The MIT Department of Nuclear Science and Engineering (NSE) Graduate Student Expo, which traditionally kicks off the visiting weekend for prospective graduate students, was held on March 17. In addition to showcasing groundbreaking research from the department's various labs, the NSE Expo also provides an opportunity for prospective students to learn about what projects they may be able to work on if they choose to come to MIT in the fall. These ranged from designing the world’s first fusion power plant, to developing new metrics by which to measure the effects of radiation damage, to modeling the many phases of coolant inside of a nuclear power plant.
Two posters were selected for the Best Poster Award:
Yi-Xiang Liu from the Quantum Engineering Group won for her poster titled, “High Sensitivity DC Magnetometry.” Liu is a third-year PhD student working with Professor Paola Cappellaro.
Jiayue Wang from the Laboratory for Electrochemical Interfaces won for his poster titled, “Carbon Poisoning of Ceria-based Catalysts in CO2-electrolysis — a Threshold [Ce3+]-Carbon Relation.” Wang is doing this work with Professor Bilge Yildiz.
In addition to an oustanding range of posters, four graduate students spoke at greater length about their research.
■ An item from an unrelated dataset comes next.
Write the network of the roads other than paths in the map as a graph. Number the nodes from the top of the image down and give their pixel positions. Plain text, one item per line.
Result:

Using lasers to measure damage, not cause it
In his talk, “Ions and Lasers: Exploring New Diagnostics for Nuclear Materials Science” third-year PhD student Cody Dennett explained how to best measure radiation damage in a material as it’s happening. In order to investigate the future of fusion, fission, and nuclear security systems, one must have a good idea of how radiation will affect various materials in the system.
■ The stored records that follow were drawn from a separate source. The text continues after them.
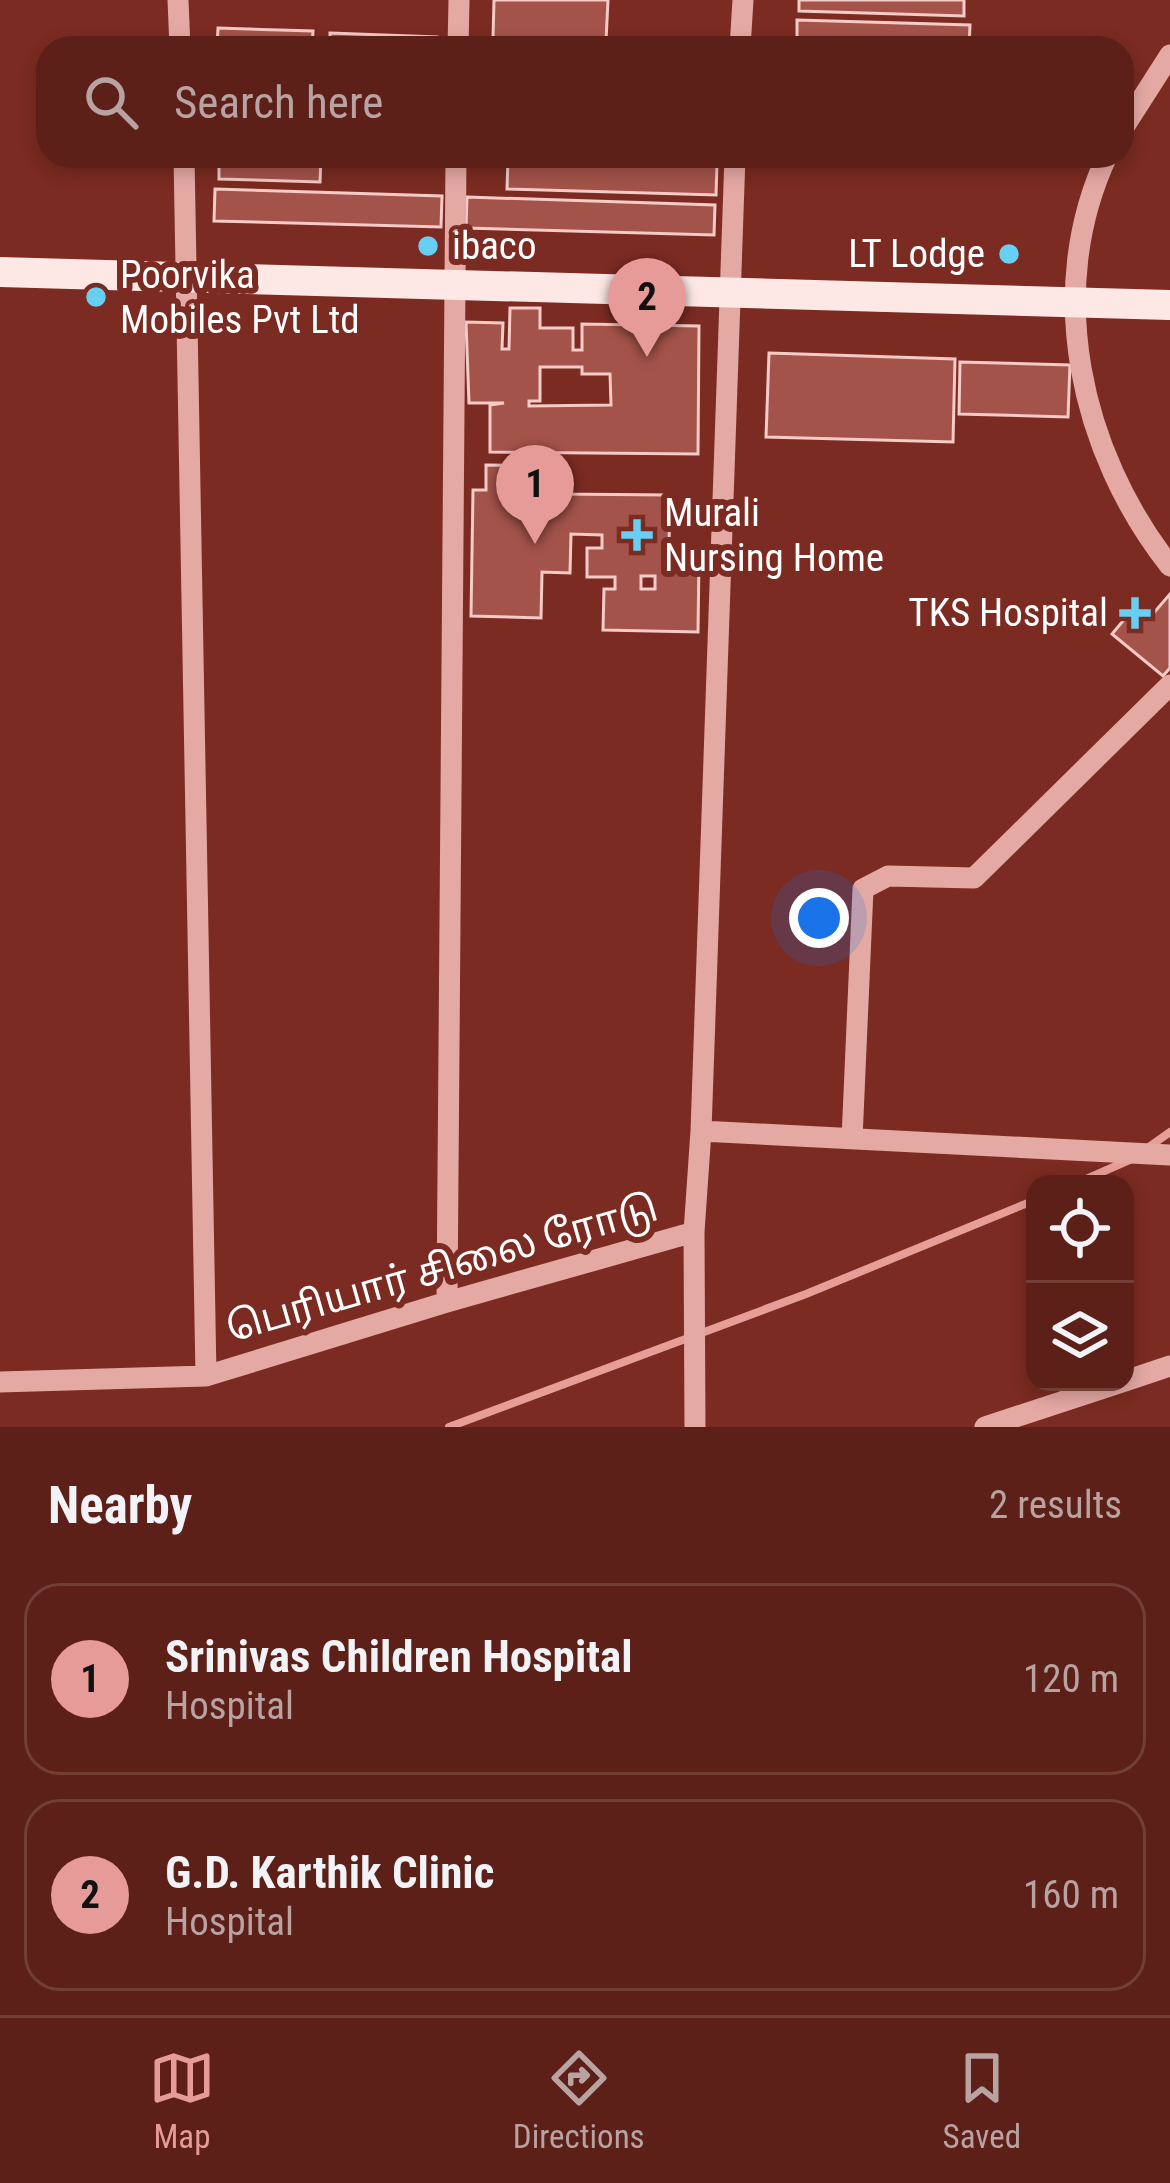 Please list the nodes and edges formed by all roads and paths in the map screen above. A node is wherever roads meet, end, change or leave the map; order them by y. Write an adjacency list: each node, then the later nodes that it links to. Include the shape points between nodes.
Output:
1 (178, 0): 4 (street)
2 (459, 0): 5 (street)
3 (742, 0): 6 (street)
4 (180, 36)
5 (458, 36)
6 (740, 36)
7 (1170, 55): 8 (street)
8 (1134, 111)
9 (184, 168): 14 (street)
10 (457, 168): 15 (street)
11 (734, 168): 16 (street, பெரியார் சிலை ரோடு)
12 (1103, 168): 17 (street, via 1080,234)
13 (0, 272): 14 (main road)
14 (189, 278): 15 (main road); 27 (street)
15 (454, 285): 16 (main road); 25 (street)
16 (728, 293): 17 (main road); 21 (street, பெரியார் சிலை ரோடு)
17 (1073, 303): 18 (main road); 19 (street, via 1094,421 1123,491)
18 (1170, 304)
19 (1170, 566)
20 (1170, 685): 22 (street, via 974,878 888,876 863,889)
21 (700, 1131): 22 (street); 24 (street, பெரியார் சிலை ரோடு)
22 (852, 1139): 23 (street)
23 (1170, 1155)
24 (694, 1232): 25 (street, பெரியார் சிலை ரோடு); 32 (street)
25 (447, 1302): 27 (street, பெரியார் சிலை ரோடு)
26 (1170, 1366): 28 (street)
27 (206, 1376): 29 (street, பெரியார் சிலை ரோடு)
28 (1134, 1378)
29 (0, 1382)
30 (1101, 1391): 31 (street)
31 (1031, 1419): 33 (street)
32 (695, 1427)
33 (985, 1427)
Dennett’s research with Professor Michael Short focuses on firing ion beams at materials, and then measuring changes in material properties with not one, but two lasers. While the ion beam is intentionally damaging the material, one laser generates sound waves on the material’s surface, and the other measures how these sound waves move, in order to determine material properties in real time. This new method of analyzing radiation damage quickly and in real time will greatly improve the ability to predict the performance of materials in an enormous range of future devices and systems.
One code, a lot of physics
Derek Gaston has made it his mission to simultaneously incorporate all of the relevant physics in a fission reactor into a single code. In his talk, “Piecing Together the Reactor Puzzle: Predictive Multiphysics Simulation,” Gaston describe a "multiphysics" code he has developed called MOOSE. MOOSE enables him to combine into a single simulation the complicated interactions between thermo-mechanics, thermal hydraulics, neutronics, and material science.
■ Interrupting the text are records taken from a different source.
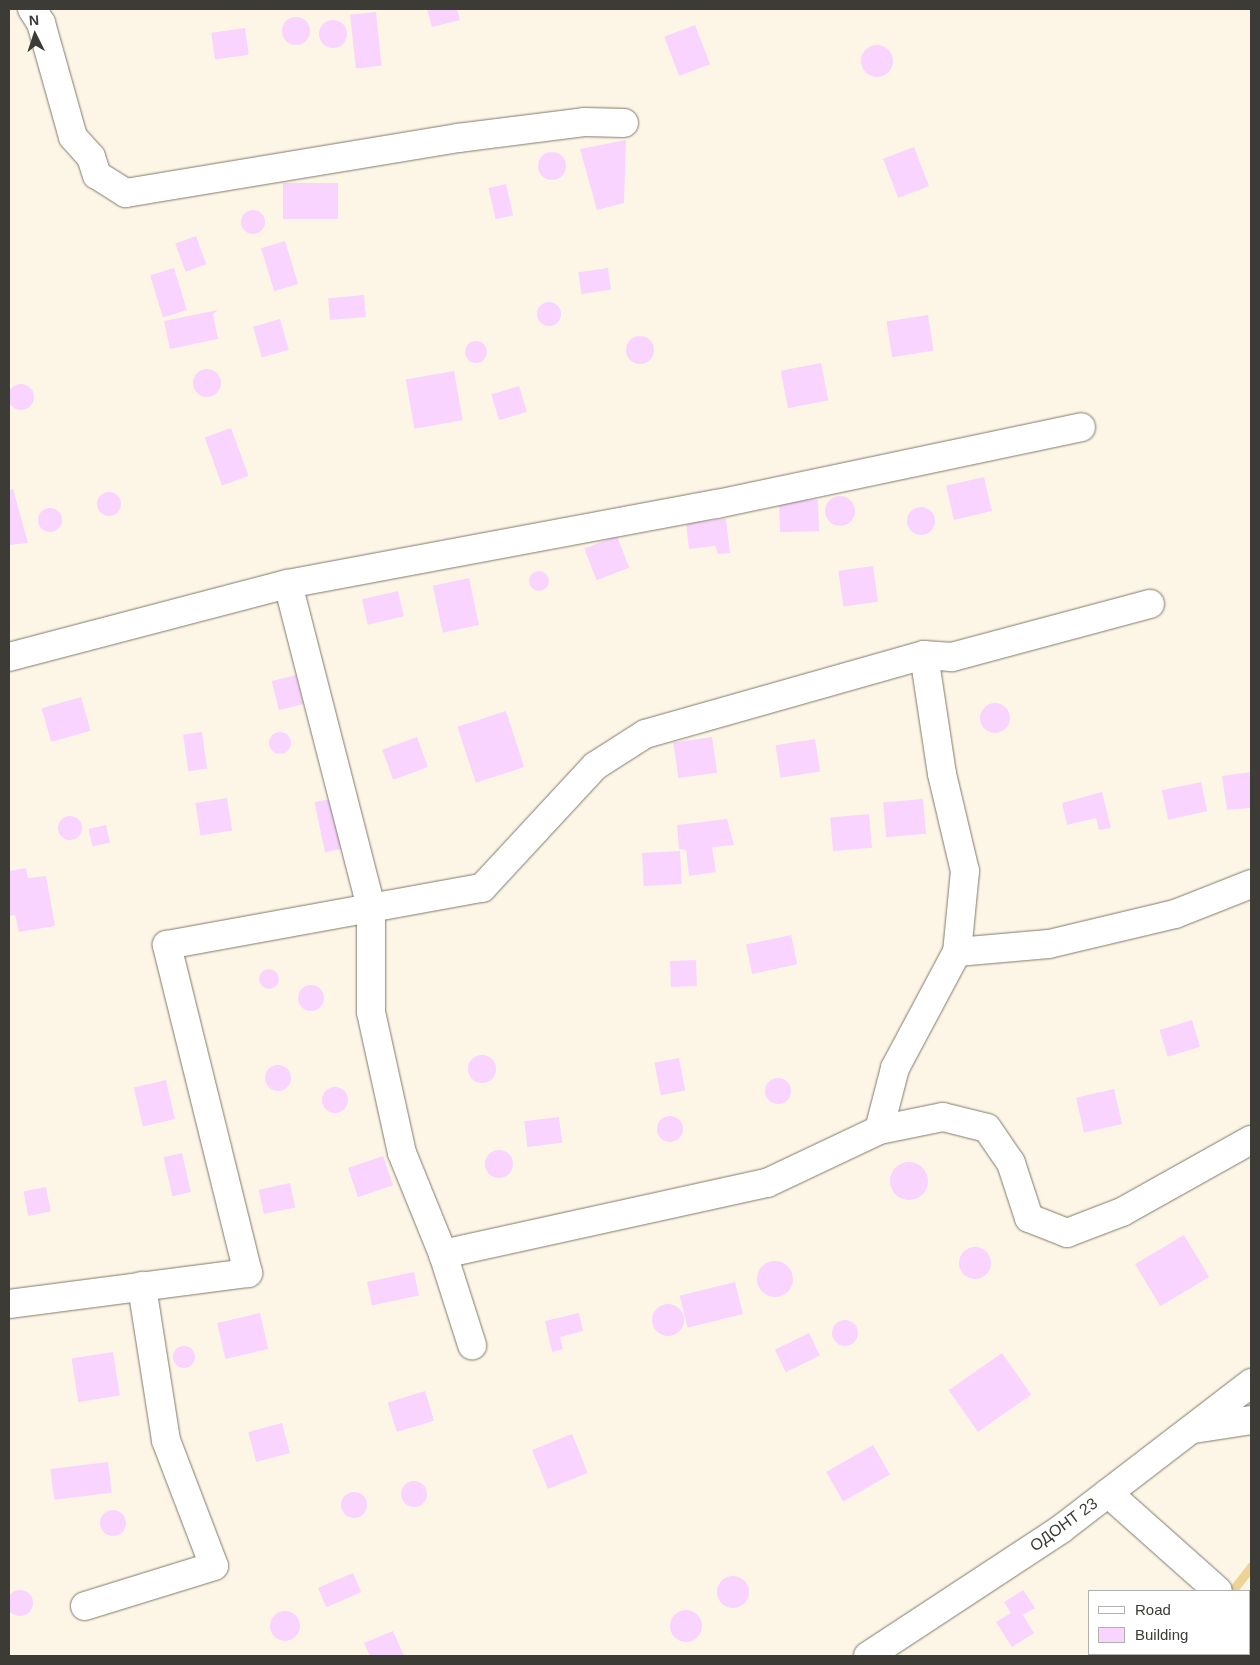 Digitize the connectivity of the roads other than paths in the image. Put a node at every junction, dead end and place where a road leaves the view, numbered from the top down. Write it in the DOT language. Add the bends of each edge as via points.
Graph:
graph roads {
  1 [pos="32,9"];
  2 [pos="624,123"];
  3 [pos="1080,427"];
  4 [pos="288,584"];
  5 [pos="1150,604"];
  6 [pos="924,655"];
  7 [pos="9,658"];
  8 [pos="1251,884"];
  9 [pos="372,906"];
  10 [pos="958,952"];
  11 [pos="879,1130"];
  12 [pos="1251,1140"];
  13 [pos="443,1254"];
  14 [pos="142,1286"];
  15 [pos="9,1304"];
  16 [pos="472,1345"];
  17 [pos="1251,1383"];
  18 [pos="1251,1420"];
  19 [pos="1191,1429"];
  20 [pos="1108,1493"];
  21 [pos="1214,1588"];
  22 [pos="85,1606"];
  23 [pos="868,1656"];
  1 -- 2 [label="street" via="41,23 73,137 91,158 97,175 126,193 458,138 584,122"];
  3 -- 4 [label="street" via="717,504"];
  4 -- 7 [label="street"];
  4 -- 9 [label="street"];
  5 -- 6 [label="street" via="952,657"];
  6 -- 9 [label="street" via="645,734 595,766 482,888"];
  6 -- 10 [label="street" via="942,774 965,871"];
  8 -- 10 [label="street" via="1175,914 1049,944"];
  9 -- 13 [label="street" via="370,1012 402,1153"];
  9 -- 14 [label="street" via="167,945 248,1274"];
  10 -- 11 [label="street" via="895,1068"];
  11 -- 12 [label="street" via="943,1117 987,1128 1011,1163 1029,1218 1066,1233 1122,1212"];
  11 -- 13 [label="street" via="767,1184"];
  13 -- 16 [label="street"];
  14 -- 15 [label="street"];
  14 -- 22 [label="street" via="166,1440 214,1566"];
  17 -- 19 [label="street, ОДОНТ 23"];
  18 -- 19 [label="street"];
  19 -- 20 [label="street, ОДОНТ 23"];
  20 -- 21 [label="street"];
  20 -- 23 [label="street, ОДОНТ 23"];
}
The MOOSE code framework is open source and free to use, but is powerful enough to predict, and therefore prevent, fuel rod failure within a fission reactor, making these reactors both safer and less expensive to operate. In the future, it will also be possible to apply the same simulation framework to any number of reactor components, further improving our designs in countless ways. A third-year PhD student in NSE, Gaston is part of the MIT Computational Reactor Physics Group and works with professors Benoit Forget and Kord Smith.
You can’t hack physics
Third-year PhD student Jayson Vavrek’s work focuses on how to make an accurate assessment of a nuclear warhead with the minimum possible amount of information. In his talk, “The Less You Know, the Better: Physical Cryptography for Nuclear Security,” Vavrek described the challenges associated with verifying nuclear disarmament treaties, in which countries agree to mutually disassemble their nuclear arsenals.
At issue is the fact that both countries want to make sure that the other is actually taking apart real weapons, instead of fakes, but neither country wants to give away their design secrets. Radiation can be used to probe the inside of the warhead without opening it up, to make sure that it’s real, but any type of electronic encryption of this data is subject to hacking. Vavrek is a part of the Laboratory for Nuclear Security and Policy and works with professors Areg Danagoulian and R. Scott Kemp. He and the lab have developed a way to use physics to encrypt the probe data, while still enabling accurate verification that the warhead is real. New techniques like this open up the possibility of both more thorough and less intrusive methods of disarmament verification.
Electrons in space
The final talk of the day was by fourth-year PhD student Chuteng Zhou of MIT’s Plasma Science and Fusion Center. In his talk, titled “New Understanding of Plasma Phase-Space Holes via Hole-Tracking Particle-In-Cell Simulation,” Zhou described the phenomenon of ‘electron holes’ in the plasma of earth’s magnetosphere. The earth is surrounded by a plasma (basically a really hot, ionized gas, which is also found in lightning and in the sun). In their investigations, NASA satellites found that there were odd regions where there was an unexpected lack of electrons, which are called ‘electron holes.’ Zhou has developed a new technique to simulate these regions using a particle-in-cell code, in which the simulation domain follows the electron hole as it moves through space. This enables the codes to track holes that move at tens of thousands of kilometers per hour, while still running in reasonable amounts of time.
With his research, Zhou aims to pursue a better understanding of the universe around us, and to investigate how plasmas act differently than the other three forms of matter. Zhou works with Professor Ian Hutchinson at the Plasma Science and Fusion Center.